Economy

SIT recommends a curb in P-Note transfers

28 Jul 2015 | By Siripriya

Supreme Court appointed Special Investigation Team (SIT) proposed that SEBI had to track-down the owners of Participatory Notes (P-Notes) and also restrict their transfers.

The recommendation caused immediate panic in Dalal Street and as a result both BSE and NSE index slipped below their support levels.

Revenue Secretary, Shaktikanta Das assured that SIT's recommendations have not yet been implemented.

In context: The Participatory Note deal: A finance frenzy

1992 Participatory Notes: An overview

Participatory Notes are instruments which are issued to foreign investors by Foreign Institutional Investors. This enables the investors to invest in Indian stock markets without registering with SEBI.

Since these instruments facilitate investments in Indian stock markets from outside India, they are also called as Off-Shore Derivative Instruments.

SEBI permitted the trading of such P-Notes since the year 1992.

Jul 2015 The working mechanism of P-Notes

Foreign Institutional Investors (FII) often use P-Notes to facilitate overseas investor participation

An India-based individual or entity buys Indian security and issues P Notes to foreign investors. Hence, they become subsequent "owners" or "beneficial owners"

Hence, without a registration with SEBI these foreign investors invest in Indian-stocks.

Any dividends or gains that arise from such transfers move to the investors.

The SIT recommendations at a glance

24 Jul 2015The SIT recommendations at a glance

The Special Investigation Team (SIT) rolled-out the third report on steps to check black money.

It stipulated cricket bettings, overseas investments through P-Notes, mispricing imports and exports as major attributes of black money.
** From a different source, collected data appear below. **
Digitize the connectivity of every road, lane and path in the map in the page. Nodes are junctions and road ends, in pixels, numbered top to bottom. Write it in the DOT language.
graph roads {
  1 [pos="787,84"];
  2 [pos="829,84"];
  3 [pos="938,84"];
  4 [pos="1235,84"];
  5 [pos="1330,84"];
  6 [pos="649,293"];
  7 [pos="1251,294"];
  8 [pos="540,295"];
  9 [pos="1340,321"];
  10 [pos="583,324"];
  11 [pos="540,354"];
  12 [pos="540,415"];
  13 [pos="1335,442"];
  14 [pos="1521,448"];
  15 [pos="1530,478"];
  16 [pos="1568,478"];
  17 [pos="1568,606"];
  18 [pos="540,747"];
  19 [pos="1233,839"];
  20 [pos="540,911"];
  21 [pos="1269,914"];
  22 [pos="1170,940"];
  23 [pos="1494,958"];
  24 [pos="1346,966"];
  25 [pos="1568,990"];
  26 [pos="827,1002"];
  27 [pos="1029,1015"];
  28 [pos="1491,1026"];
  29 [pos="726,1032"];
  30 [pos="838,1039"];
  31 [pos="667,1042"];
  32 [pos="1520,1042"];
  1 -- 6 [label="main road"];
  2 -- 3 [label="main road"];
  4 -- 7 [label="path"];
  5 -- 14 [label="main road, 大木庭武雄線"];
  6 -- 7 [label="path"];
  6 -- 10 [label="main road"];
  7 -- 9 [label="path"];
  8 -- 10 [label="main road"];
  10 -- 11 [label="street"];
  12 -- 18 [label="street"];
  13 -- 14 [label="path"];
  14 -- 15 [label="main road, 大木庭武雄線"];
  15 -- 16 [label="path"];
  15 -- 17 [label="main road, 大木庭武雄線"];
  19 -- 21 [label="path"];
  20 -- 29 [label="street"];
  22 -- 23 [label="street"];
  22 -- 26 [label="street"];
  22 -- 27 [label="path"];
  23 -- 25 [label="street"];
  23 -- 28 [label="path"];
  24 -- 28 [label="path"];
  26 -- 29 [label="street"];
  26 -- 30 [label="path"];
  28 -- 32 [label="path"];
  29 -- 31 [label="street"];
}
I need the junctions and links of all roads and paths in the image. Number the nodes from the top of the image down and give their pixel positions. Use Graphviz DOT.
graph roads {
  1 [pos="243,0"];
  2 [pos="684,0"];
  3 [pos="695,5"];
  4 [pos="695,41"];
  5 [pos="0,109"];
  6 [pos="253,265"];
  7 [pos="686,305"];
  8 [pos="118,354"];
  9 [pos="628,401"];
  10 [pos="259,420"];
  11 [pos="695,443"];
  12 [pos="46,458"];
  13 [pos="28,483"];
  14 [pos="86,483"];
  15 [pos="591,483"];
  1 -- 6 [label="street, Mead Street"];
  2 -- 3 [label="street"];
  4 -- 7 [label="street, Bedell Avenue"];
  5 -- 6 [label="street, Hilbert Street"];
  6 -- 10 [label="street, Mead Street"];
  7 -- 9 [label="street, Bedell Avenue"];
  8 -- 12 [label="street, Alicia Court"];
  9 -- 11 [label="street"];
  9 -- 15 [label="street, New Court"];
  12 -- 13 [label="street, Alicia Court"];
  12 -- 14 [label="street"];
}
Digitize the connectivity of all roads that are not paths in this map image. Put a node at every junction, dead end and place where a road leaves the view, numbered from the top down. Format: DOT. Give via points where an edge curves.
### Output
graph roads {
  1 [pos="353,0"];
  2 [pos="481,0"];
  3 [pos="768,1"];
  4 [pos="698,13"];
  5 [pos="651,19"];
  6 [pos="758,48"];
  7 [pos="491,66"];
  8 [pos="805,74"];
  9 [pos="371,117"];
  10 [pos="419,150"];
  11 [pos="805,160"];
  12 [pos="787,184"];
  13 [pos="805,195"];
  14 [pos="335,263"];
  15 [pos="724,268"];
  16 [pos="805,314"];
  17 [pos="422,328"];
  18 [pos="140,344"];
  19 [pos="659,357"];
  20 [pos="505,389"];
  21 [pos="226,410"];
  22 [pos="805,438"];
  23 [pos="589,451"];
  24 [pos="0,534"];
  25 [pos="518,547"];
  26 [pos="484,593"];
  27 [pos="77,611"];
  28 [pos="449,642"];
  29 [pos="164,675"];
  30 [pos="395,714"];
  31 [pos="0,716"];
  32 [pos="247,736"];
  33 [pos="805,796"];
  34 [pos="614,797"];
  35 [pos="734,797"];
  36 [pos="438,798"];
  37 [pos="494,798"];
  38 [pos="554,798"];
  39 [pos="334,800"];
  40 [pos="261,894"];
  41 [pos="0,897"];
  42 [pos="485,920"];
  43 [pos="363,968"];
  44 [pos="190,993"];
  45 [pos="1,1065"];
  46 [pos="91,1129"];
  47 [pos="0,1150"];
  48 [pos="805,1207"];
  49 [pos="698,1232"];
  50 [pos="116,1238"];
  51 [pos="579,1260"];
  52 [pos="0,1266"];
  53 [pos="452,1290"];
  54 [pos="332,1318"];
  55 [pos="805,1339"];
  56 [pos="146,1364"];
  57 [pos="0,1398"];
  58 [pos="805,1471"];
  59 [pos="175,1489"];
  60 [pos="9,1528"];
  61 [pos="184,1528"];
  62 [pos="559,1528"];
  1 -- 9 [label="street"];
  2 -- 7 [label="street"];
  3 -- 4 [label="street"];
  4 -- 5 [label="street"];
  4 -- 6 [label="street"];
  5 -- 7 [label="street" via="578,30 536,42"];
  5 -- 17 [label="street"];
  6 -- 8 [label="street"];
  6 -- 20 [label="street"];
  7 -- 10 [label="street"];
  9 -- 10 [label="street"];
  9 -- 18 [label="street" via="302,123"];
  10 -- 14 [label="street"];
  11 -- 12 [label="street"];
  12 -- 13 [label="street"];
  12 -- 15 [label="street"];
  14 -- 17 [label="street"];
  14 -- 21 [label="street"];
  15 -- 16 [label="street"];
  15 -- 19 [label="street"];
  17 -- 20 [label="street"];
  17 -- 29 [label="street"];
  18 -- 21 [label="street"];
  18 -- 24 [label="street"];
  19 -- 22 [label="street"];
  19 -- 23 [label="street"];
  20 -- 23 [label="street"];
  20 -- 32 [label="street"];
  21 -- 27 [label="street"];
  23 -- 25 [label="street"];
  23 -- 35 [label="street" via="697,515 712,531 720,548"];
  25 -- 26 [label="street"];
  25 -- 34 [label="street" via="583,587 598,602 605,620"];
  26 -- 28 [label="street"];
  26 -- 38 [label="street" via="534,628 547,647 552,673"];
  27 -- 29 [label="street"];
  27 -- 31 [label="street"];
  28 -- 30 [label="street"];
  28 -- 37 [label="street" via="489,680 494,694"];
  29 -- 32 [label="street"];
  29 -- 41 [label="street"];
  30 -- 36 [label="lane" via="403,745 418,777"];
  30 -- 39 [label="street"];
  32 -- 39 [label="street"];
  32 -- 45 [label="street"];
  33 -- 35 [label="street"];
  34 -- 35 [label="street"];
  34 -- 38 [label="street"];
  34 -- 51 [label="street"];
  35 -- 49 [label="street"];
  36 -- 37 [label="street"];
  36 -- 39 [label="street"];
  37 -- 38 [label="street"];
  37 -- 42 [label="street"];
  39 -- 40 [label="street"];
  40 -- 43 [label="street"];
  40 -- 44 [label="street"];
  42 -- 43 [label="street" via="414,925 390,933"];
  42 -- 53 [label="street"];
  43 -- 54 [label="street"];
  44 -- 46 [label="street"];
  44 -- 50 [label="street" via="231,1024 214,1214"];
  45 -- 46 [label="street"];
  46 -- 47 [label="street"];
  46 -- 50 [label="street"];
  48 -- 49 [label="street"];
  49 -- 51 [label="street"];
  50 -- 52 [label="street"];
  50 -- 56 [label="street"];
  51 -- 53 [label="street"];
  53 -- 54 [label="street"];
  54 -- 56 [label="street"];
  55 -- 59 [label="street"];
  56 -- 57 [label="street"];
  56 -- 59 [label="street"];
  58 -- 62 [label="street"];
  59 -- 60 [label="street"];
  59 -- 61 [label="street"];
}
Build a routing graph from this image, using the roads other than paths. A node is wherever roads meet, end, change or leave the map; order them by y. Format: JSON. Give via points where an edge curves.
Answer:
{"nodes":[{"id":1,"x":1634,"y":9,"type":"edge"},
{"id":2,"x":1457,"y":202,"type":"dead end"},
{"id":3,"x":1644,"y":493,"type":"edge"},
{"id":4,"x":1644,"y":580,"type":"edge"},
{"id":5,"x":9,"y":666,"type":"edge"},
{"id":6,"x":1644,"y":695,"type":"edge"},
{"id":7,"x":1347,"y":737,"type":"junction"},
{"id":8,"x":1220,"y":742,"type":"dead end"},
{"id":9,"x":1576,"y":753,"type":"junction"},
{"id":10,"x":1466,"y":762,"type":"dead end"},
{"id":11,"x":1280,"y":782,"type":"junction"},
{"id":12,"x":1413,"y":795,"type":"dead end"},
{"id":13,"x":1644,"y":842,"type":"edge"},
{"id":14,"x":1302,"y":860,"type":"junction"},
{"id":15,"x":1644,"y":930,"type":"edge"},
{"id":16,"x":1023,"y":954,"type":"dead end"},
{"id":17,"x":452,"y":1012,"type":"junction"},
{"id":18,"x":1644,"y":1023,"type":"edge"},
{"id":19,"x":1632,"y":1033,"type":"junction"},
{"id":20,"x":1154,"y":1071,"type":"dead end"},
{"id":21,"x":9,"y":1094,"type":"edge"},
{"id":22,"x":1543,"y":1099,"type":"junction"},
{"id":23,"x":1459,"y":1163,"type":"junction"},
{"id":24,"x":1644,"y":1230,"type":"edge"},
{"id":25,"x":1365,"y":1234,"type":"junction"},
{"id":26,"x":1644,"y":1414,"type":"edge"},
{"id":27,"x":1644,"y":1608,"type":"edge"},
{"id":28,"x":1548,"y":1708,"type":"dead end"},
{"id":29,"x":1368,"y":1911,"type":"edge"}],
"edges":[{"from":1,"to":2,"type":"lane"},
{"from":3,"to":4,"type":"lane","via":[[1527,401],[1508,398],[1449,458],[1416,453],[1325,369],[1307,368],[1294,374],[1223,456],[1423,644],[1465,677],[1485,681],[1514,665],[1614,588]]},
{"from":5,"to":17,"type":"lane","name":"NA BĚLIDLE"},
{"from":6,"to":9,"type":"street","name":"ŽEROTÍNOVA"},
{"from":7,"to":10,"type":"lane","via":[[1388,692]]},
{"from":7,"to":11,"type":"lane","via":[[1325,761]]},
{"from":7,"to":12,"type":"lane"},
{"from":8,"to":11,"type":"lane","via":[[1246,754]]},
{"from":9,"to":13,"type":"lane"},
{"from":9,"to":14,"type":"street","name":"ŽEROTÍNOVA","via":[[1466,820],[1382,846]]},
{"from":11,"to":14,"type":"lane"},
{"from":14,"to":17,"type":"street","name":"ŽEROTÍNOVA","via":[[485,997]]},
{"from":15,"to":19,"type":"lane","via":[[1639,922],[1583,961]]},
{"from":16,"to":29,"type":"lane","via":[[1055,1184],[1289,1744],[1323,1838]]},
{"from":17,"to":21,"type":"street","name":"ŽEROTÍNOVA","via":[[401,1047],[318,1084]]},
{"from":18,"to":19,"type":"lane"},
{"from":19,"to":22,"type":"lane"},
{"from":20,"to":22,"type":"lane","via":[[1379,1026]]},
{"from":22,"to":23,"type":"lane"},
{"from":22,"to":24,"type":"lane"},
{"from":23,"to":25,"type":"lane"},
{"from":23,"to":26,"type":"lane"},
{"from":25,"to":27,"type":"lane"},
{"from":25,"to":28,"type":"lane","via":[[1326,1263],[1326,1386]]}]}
SIT also proposed an "appropriate legislature" to trim down cricket betting.

In addition, the team also prescribed prosecution for unaccounted donations to charity, education or religious bodies.

25 Jul 2015SIT guidelines for SEBI

SIT identified many factors as the cause of black-money and identified specific areas for SEBI to minimize it.

The SIT proposed that SEBI, the capital market regulator must initiate prosecution proceedings and take legal actions against tax-evaders. Earlier, SEBI merely banned such evaders from the stock markets.

SIT also recommended SEBI to have one "effective monitoring mechanism" to gauge unusual oscillations in stock prices.

P-Note curb proposal reminds of 2007 crash

Earlier in 2007, the Government held a discussion to restrict P-Notes and sensex dropped by 9% in a single session. The current proposal on P-Notes too is speculating a similar tumble.

28 Jul 2015SIT recommends a curb in P-Note transfers

STI announcement triggers panic

An announcement to curb P-notes triggered instantaneous psychological panic and BSE Sensex fell 300 points below the support level of 28000. Also NIFTY dropped below the conventional level of 8450.

3 Dec 2015Government says P-Notes regulatory framework is robust

MoS for Finance Jayant Sinha said that the current regulatory famework for Participatory-Notes is robust, thereby indicating that there will be no change in the current rules.

He said that SEBI had strengthened the P-Notes KYC norms over the years and so the identity of P-Notes holders is fairly good.

These comments are important as SC had asked SEBI to review its P-Notes regulations.